→ PROBLEM STATEMENT:
For every line below, output the text exactly and leave out images.

→ THE INPUT:
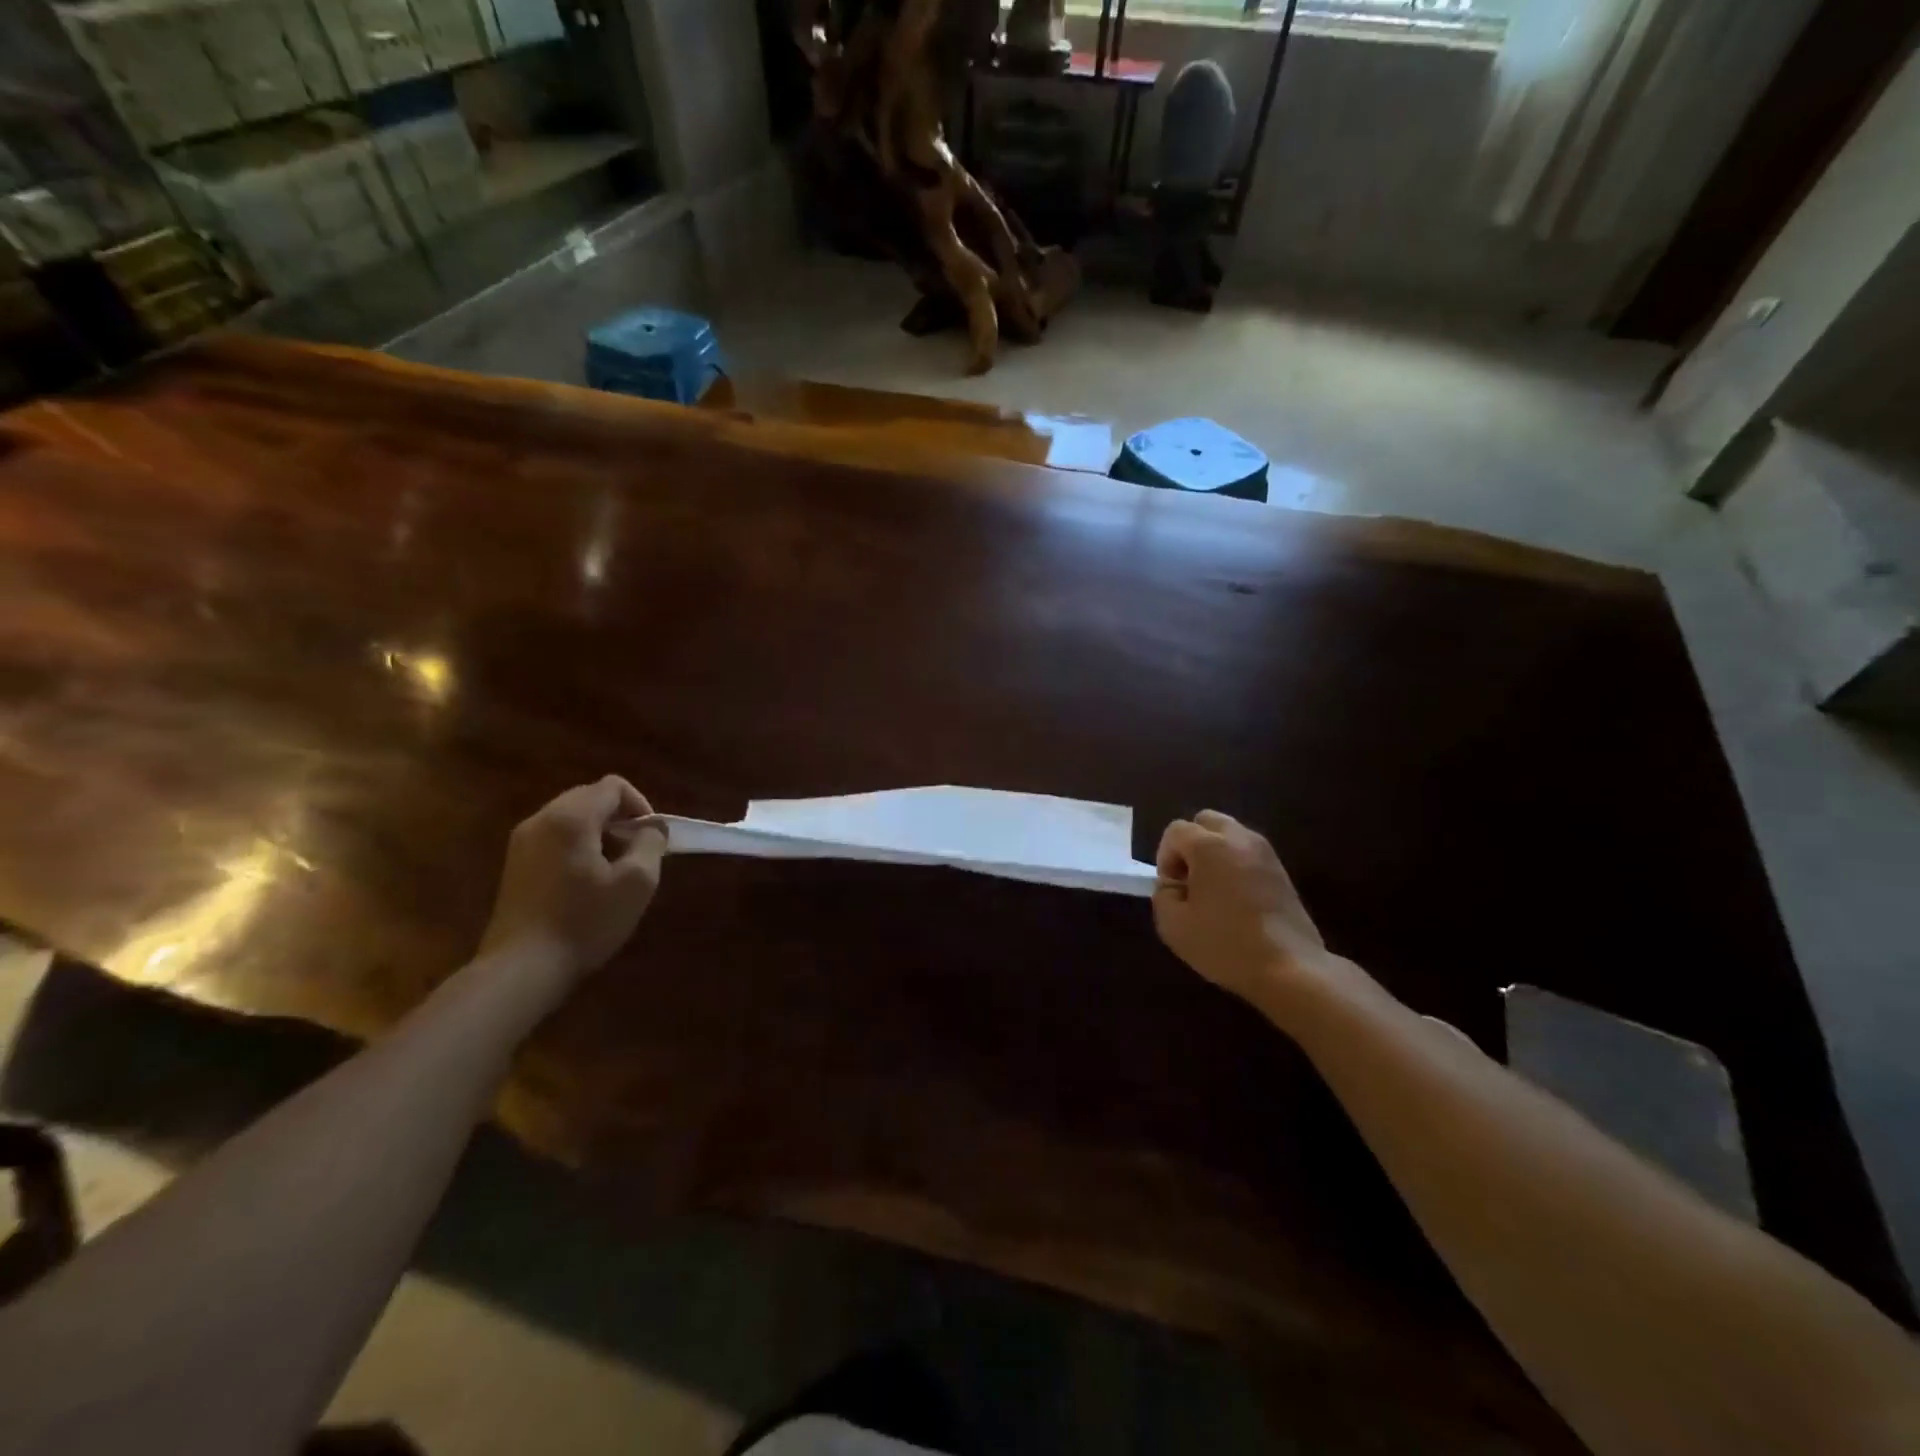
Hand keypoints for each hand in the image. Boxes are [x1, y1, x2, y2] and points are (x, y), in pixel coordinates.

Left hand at [479, 776, 667, 979]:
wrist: (522, 969)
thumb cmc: (585, 921)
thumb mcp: (637, 882)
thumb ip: (651, 843)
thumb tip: (653, 827)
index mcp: (571, 818)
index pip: (613, 786)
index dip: (640, 806)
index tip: (650, 839)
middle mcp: (541, 819)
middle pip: (590, 797)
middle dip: (619, 819)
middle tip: (635, 854)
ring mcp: (522, 842)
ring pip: (571, 818)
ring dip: (599, 834)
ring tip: (612, 870)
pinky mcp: (514, 864)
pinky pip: (555, 838)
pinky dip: (577, 847)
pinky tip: (585, 883)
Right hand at [1153, 811, 1336, 1007]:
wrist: (1290, 969)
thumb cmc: (1225, 944)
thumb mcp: (1172, 925)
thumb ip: (1163, 894)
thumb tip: (1173, 884)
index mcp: (1210, 846)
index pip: (1176, 831)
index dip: (1165, 857)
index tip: (1172, 889)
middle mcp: (1239, 839)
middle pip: (1205, 821)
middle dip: (1190, 845)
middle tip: (1190, 881)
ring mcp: (1265, 853)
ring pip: (1230, 835)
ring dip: (1214, 853)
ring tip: (1213, 891)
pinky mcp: (1282, 871)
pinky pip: (1248, 853)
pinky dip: (1235, 865)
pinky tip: (1236, 900)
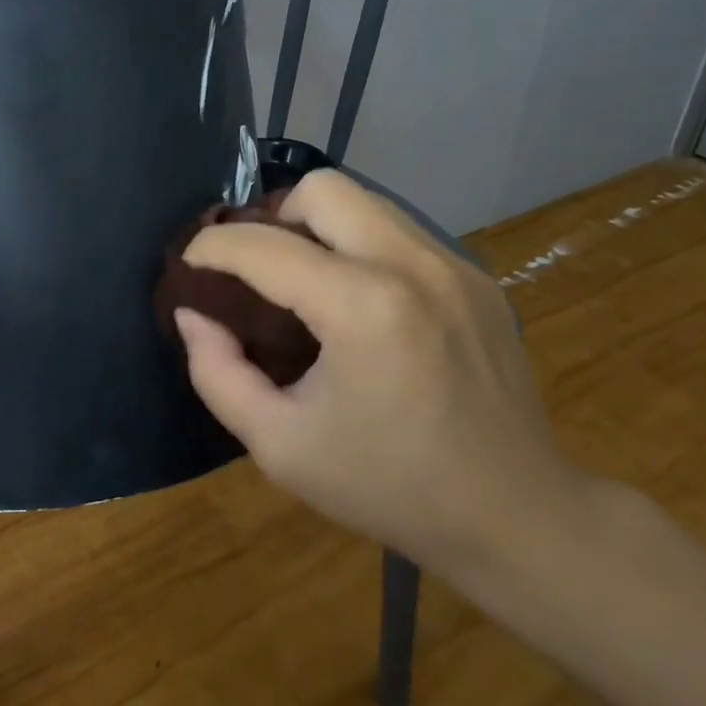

→ ANSWER TO THIS EXERCISE:
Hand keypoints for each hand in the image. Boxes are [x1, y1, x2, y2] and points are (x, y), in pixel coordinates.

Left hand at [479, 776, 667, 979]:
wrist: (522, 969)
thumb cmc: (585, 921)
thumb mcp: (637, 882)
thumb ip: (651, 843)
thumb tip: (653, 827)
index mcp: (571, 818)
index pip: (613, 786)
index dip: (640, 806)
index tip: (650, 839)
middle mcp: (541, 819)
middle pip: (590, 797)
middle dip: (619, 819)
middle tip: (635, 854)
ring mcp: (522, 842)
ring pip: (571, 818)
ring dip: (599, 834)
ring tip: (612, 870)
pinky mcp: (514, 864)
pinky pip: (555, 838)
pinky dip: (577, 847)
pinky tip: (585, 883)
Right hand at [1153, 811, 1336, 1007]:
wrist: (1290, 969)
thumb cmc: (1225, 944)
thumb mcp: (1172, 925)
thumb ip: (1163, 894)
thumb tip: (1173, 884)
index mcp: (1210, 846)
index pip: (1176, 831)
index dip: (1165, 857)
index tip: (1172, 889)
middle mcp: (1239, 839)
middle pip: (1205, 821)
middle dip: (1190, 845)
middle tip: (1190, 881)
ring mcp: (1265, 853)
ring pip: (1230, 835)
ring dip: (1214, 853)
ring tip: (1213, 891)
pinky mcp: (1282, 871)
pinky pip: (1248, 853)
pinky dip: (1235, 865)
pinky tip: (1236, 900)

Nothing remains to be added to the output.